A few weeks ago I was browsing Hacker News, and I noticed a post about a little online programming game called Colossal Cue Adventure. I was instantly hooked and three problems quickly fell to some hacked-together Python.
I was feeling pretty satisfied with myself until I noticed the little phrase at the bottom:
you can try your hand at the bonus level by typing bonus...
Well there is no way I could ignore the challenge. I typed bonus
at the prompt and waited for the next puzzle. The first bonus round went rather quickly. It was a harder version of the first problem. A few edits to my original code and I had a solution. Then it started to get tricky. The final problem was a new version of the third challenge, and my hastily thrown together algorithm was not up to the task.

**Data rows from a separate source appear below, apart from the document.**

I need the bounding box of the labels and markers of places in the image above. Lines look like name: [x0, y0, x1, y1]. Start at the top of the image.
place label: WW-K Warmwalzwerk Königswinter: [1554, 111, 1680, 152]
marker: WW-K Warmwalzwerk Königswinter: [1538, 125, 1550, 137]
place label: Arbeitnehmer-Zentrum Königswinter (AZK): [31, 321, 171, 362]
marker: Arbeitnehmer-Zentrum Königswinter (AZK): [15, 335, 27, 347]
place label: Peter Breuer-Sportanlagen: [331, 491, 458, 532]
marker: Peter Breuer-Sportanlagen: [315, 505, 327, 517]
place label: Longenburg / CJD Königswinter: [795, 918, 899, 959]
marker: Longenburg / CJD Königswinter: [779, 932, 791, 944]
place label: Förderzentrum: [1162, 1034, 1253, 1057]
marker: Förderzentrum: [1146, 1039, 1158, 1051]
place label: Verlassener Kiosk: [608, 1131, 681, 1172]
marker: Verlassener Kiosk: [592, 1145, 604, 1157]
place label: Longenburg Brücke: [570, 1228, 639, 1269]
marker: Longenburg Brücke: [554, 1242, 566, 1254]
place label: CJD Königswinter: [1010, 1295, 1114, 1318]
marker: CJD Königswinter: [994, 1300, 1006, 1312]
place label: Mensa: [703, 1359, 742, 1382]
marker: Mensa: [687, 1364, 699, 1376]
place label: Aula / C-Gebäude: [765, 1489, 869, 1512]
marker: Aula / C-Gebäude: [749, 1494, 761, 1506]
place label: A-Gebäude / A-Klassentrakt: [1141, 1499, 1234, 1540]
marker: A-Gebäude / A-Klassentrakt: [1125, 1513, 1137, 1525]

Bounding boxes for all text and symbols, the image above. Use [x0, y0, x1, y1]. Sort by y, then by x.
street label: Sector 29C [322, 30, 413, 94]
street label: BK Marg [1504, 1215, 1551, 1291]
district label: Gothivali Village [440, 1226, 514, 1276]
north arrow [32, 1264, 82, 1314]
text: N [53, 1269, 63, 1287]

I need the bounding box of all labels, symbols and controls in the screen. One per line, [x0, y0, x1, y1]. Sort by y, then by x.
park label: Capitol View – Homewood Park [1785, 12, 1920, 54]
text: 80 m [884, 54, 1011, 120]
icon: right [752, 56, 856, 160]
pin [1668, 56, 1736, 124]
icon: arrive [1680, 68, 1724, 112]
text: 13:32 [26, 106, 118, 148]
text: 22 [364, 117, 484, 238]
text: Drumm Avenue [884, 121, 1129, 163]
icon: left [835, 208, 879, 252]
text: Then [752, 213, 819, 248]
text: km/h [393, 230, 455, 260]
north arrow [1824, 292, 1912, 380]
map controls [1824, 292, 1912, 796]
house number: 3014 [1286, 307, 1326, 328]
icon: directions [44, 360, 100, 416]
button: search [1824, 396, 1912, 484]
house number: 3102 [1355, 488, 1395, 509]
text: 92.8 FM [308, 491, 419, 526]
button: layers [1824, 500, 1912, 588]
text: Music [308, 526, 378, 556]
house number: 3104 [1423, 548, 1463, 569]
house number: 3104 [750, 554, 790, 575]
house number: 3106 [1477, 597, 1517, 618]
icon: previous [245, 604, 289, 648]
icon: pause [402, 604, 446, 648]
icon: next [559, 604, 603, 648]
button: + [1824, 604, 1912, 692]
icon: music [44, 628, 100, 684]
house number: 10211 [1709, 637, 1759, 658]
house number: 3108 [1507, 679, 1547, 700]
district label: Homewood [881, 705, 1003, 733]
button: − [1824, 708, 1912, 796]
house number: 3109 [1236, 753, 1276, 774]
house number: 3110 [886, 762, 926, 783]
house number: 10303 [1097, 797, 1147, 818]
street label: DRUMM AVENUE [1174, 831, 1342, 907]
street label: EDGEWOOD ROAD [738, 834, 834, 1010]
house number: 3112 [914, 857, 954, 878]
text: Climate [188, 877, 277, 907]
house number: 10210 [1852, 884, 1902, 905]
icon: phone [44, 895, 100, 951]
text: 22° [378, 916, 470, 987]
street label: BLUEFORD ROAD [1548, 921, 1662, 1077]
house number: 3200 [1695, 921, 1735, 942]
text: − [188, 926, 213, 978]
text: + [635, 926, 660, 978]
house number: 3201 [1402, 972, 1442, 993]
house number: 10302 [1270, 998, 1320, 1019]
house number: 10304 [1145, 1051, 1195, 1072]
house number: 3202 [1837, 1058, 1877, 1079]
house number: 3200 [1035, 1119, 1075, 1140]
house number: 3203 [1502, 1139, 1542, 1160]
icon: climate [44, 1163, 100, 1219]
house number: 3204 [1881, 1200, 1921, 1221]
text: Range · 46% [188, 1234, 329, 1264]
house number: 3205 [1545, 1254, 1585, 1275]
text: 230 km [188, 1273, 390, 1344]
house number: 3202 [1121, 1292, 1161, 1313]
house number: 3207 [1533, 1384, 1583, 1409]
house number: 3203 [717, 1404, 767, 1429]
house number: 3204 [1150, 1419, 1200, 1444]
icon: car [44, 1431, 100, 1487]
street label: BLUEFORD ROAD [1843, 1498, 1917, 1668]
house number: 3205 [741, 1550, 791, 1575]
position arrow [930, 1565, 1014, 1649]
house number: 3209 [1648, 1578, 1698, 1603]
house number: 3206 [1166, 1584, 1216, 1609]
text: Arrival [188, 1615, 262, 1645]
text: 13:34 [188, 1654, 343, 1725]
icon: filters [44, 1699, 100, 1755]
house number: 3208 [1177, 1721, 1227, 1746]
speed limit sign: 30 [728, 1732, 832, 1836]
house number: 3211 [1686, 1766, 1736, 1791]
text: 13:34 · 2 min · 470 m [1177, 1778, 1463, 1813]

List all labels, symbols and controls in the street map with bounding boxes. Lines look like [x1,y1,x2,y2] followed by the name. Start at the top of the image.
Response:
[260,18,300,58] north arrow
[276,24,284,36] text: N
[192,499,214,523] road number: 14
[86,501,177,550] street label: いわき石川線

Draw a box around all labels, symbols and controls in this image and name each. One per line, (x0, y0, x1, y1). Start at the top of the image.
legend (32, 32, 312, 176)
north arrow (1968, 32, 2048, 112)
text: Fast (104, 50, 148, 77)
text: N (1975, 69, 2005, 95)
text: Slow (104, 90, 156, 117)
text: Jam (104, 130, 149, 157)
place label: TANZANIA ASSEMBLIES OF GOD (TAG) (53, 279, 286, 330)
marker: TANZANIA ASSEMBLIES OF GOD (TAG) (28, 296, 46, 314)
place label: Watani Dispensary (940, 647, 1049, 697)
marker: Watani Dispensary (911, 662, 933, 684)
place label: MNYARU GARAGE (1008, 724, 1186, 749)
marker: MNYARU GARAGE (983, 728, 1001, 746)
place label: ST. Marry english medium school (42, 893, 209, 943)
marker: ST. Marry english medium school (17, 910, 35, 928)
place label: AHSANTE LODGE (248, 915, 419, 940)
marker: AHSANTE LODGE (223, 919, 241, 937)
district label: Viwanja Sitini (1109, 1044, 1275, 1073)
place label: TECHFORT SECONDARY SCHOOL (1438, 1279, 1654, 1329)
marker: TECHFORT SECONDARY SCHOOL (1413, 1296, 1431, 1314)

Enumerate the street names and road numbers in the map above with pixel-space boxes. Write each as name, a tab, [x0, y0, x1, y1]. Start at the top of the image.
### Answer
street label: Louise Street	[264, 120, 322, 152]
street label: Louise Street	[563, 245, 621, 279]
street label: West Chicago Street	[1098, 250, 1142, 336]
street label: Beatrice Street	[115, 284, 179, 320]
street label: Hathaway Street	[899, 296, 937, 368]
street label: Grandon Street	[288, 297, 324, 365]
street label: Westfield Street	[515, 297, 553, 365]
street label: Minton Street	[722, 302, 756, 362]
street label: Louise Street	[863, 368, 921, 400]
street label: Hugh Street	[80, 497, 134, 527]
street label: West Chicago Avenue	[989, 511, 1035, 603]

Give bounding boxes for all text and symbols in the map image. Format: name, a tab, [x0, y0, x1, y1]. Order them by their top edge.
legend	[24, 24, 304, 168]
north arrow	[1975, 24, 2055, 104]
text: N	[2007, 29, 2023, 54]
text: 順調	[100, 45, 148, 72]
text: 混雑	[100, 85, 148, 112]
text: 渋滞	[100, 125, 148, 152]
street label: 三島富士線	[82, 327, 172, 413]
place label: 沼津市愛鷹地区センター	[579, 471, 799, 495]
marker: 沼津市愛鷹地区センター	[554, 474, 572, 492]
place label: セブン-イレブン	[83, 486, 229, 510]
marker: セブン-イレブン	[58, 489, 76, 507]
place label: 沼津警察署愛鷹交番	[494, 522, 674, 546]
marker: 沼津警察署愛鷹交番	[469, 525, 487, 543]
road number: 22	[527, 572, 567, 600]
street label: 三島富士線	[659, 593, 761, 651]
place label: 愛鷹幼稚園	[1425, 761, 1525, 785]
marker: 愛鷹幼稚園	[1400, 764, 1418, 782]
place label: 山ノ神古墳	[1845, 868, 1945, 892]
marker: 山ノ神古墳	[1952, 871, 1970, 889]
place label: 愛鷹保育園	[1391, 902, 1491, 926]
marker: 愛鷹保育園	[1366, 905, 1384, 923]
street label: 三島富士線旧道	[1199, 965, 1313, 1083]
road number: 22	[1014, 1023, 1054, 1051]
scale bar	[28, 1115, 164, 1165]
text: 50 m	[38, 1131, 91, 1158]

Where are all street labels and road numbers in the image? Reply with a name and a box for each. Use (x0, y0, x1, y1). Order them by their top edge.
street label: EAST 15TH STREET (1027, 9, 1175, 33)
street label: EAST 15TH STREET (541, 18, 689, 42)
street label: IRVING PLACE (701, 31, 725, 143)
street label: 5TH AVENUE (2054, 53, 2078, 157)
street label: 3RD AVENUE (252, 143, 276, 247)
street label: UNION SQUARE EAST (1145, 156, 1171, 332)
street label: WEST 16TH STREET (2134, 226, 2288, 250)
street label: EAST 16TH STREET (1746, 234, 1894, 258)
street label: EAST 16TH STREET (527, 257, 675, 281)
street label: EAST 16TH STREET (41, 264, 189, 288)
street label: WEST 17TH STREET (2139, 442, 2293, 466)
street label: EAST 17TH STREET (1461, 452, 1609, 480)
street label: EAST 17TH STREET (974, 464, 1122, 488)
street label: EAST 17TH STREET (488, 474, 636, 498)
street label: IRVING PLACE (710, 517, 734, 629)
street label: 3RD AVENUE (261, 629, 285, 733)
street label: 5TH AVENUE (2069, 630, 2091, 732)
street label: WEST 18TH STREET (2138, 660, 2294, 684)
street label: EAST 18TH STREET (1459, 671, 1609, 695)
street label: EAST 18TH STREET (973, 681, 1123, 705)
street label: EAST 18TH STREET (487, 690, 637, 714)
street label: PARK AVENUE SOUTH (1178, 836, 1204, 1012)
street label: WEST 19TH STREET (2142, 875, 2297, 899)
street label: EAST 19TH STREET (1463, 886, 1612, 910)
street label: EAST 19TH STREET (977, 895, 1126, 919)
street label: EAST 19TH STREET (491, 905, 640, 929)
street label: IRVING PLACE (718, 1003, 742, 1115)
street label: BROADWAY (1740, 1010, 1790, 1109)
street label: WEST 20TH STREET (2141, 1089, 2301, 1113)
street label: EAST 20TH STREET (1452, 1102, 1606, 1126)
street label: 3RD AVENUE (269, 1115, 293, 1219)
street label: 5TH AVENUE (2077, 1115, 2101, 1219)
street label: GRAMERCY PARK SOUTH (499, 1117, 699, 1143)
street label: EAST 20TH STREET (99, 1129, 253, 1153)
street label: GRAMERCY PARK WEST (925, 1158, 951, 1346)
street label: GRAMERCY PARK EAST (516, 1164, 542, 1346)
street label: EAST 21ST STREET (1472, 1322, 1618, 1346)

The problem gives the following 12x12 array of digits:
* 8 1 7 8 8 5 2 9 5 9 5
8 5 1 1 5 6 9 4 4 5 2 1
7 2 3 5 2 9 2 6 9 3 9 4
9 2 5 9 8 9 5 7 7 5 9 6
2 4 6 7 1 4 2 6 6 2 5 8
2 8 1 5 3 8 4 9 7 5 2 3
2 9 3 5 6 7 2 4 9 4 2 5
6 3 1 7 8 2 3 3 6 7 9 3
2 5 7 4 2 7 8 5 5 3 5 8
5 2 9 8 3 6 1 4 9 5 6 3
4 6 9 8 5 4 9 7 6 4 6 8
2 7 7 1 9 9 7 3 7 2 2 ^
Each digit represents the cost in 'chips' to move to that 'square' in the array from a neighboring square. The cost to move to each square increases by 1 each time a move is made. You start on the * with 444 chips and must reach the ^ having spent all of them. The final square costs 5 chips but ignores the score increase, so you must have exactly 5 chips to move to the final square.
My initial attempts to stitch together some code failed, so I took some time to analyze the problem. There are a few points that jump out right away. First, it will take at least 22 moves to reach the bottom right corner from the top left. Second, a solution must have an even number of moves. With a little analysis I found the likely number of moves required for a solution. The following code tells us the approximate[1] average cost needed for a solution given the number of moves in the solution.
UPDATE: Corrected logic error in code below. The final move doesn't have a move cost, so we need to subtract one from the total moves when calculating cost.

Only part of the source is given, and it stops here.